Chapter 5: Questionnaire – Ismail's Personal Blog

Q1:
Why do we first resize to a large size on the CPU, and then to a smaller size on the GPU?
____
* Reisizing images is done image per image on cpu, while transformation is done one gpu. This method is called presizing: - crop the image and resize it to 460 by 460 first, this operation is done on CPU. - then we do the data augmentation in batches, by cropping a rotated random part of that 460^2 image, and taking the cropped image then resize again to a 224 by 224 image, all this operation are done on batch level, which mean on GPU

Q2:
If you are not familiar with regular expressions, find a regular expression tutorial, and some problem sets, and complete them.
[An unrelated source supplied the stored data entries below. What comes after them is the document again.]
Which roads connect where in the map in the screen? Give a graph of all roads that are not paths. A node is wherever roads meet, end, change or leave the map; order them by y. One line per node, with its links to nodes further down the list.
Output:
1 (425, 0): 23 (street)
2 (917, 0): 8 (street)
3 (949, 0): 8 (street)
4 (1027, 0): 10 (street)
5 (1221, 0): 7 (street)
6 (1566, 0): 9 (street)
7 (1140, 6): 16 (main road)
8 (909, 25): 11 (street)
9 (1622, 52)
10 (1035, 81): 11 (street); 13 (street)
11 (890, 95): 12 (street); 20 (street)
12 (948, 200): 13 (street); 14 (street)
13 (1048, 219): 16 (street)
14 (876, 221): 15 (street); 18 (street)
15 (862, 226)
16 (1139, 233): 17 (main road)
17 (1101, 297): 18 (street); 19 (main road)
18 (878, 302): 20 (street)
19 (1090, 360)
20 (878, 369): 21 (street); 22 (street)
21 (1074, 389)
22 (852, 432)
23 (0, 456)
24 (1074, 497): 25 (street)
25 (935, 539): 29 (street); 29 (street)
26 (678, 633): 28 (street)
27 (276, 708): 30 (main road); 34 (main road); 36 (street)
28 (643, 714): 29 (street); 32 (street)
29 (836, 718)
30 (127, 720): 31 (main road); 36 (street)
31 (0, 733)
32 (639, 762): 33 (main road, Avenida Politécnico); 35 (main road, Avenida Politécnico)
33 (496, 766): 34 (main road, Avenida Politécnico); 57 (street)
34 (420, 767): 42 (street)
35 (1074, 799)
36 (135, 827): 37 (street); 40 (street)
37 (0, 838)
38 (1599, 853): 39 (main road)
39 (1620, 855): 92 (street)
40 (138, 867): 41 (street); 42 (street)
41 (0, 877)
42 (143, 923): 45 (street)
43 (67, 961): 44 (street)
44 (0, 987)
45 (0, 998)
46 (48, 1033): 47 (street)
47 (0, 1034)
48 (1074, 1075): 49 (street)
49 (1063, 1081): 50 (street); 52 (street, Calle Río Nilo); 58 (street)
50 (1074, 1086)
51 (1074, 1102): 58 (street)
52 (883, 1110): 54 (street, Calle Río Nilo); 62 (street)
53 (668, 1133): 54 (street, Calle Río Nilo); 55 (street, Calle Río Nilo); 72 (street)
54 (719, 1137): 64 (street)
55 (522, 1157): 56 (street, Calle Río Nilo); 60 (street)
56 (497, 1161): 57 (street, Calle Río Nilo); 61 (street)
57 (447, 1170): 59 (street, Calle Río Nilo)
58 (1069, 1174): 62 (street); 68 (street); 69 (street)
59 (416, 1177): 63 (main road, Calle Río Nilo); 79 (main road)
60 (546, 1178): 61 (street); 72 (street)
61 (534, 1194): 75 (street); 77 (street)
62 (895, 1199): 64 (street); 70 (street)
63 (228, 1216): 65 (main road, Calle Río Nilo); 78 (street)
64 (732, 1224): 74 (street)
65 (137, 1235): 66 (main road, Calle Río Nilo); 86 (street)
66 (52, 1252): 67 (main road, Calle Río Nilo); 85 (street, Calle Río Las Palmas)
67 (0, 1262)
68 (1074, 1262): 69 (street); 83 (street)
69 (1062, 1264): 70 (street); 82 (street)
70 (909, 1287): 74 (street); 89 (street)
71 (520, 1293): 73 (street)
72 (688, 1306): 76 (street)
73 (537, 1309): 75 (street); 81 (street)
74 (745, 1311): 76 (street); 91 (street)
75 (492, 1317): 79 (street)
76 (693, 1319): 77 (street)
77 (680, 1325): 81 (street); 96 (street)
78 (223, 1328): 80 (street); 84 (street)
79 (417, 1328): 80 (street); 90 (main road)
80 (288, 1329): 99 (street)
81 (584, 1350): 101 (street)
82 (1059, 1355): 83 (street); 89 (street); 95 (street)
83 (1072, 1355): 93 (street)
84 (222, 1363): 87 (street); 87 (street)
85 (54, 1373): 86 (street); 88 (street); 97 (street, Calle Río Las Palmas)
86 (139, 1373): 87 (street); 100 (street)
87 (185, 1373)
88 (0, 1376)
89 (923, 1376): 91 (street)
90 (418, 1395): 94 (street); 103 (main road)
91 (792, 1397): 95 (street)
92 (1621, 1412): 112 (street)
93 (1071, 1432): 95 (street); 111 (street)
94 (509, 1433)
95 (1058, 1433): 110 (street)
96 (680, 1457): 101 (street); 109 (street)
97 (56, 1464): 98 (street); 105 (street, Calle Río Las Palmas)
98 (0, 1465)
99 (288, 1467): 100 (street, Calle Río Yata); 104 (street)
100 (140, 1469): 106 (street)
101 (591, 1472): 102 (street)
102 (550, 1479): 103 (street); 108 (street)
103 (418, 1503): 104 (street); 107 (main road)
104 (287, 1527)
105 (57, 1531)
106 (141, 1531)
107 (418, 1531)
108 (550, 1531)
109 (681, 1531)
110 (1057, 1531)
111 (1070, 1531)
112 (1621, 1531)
Have a look on the book’s website for suggestions.
___
* Will write serie of blog posts about Regular Expression

Q3:
What are the two ways in which data is most commonly provided, for most deep learning datasets?
___
* Data is usually provided as : - Individual files like images of text - Comma separted Values csv.

Q4:
Look up the documentation for L and try using a few of the new methods that it adds.
____
* Later

Q5:
Look up the documentation for the Python pathlib module and try using a few methods of the Path class.
___
* Later

Q6:
Give two examples of ways that image transformations can degrade the quality of the data
____

Interpolations lead to an image with pixel values that are estimated using estimated pixel values which loses quality each time.
Rotating an image 45 degrees creates empty space in the corners.

Q7:
What method does fastai provide to view the data in a DataLoaders?
___

DataLoader.show_batch

Q8:
What method does fastai provide to help you debug a DataBlock?
___
DataBlock.summary

Q9:
Should you hold off on training a model until you have thoroughly cleaned your data?
___
* No. It’s better to start using the building a model as soon as possible, we could even use it as data cleaning tool.**

Q10:
What method does fastai provide to help you debug a DataBlock?
___
* Plot_Confusion_Matrix: for displaying where the model make bad predictions the most. * Plot_Top_Losses: A method that displays the images with the highest loss value.

Q11:
What are the two pieces that are combined into cross-entropy loss in PyTorch?
___
* Softmax function and Negative Log Likelihood Loss.

Q12:
What are the two properties of activations that softmax ensures? Why is this important?
____
* It make sure all activations add uo to 1 * It help the model to pick one class

Q13:
When might you want your activations to not have these two properties?
____
* When we have multi-label classification, more than one label for one image.

Q14:
Calculate the exp and softmax columns of <> yourself (i.e., in a spreadsheet, with a calculator, or in a notebook).
___
Later

Q15:
Why can’t we use torch.where to create a loss function for datasets where our label can have more than two categories?
___
* When we have more than 2 classes to class torch.where it’s not ideal, because it build only to select 1 between 2 categories.

Q16:
What is the value of log(-2)? Why?
____
* The logarithm is the inverse of the exponential function, which mean logarithm of a value is the result of that value after applying the exponential, and there’s no number that can result a nigative number after the exponential, so log(-2) = not defined

Q17:
What are two good rules of thumb for picking a learning rate from the learning rate finder?
___
* Pick Learning rate smaller 10x than the minimum value of loss * Use the learning rate at the last point that the loss value was decreasing.

Q18:
What two steps does the fine_tune method do?
____
* Train the added layer using random weights for one epoch * Unfreeze all the layers and train them all together as normal model for number of epochs

Q19:
In Jupyter notebook, how do you get the source code for a method or function?
____
* By using ?? after the function.

Q20:
What are discriminative learning rates?
____
* It’s a method that allow us to use different learning rate for each part of the neural network. Using a pretrained model means that the earlier layers are trained for many epochs which mean that the parameters don’t need to be updated by much, in other hand the last layers needs to be matched with task we have. That’s why it’s good to pick slightly smaller value for learning rate for the earlier layers, and bigger one for the last ones.

Q21:
How is a Python slice object interpreted when passed as a learning rate to fastai?
____
* The first value in the slice object sets the lowest learning rate. * The second value in the slice object sets the highest learning rate.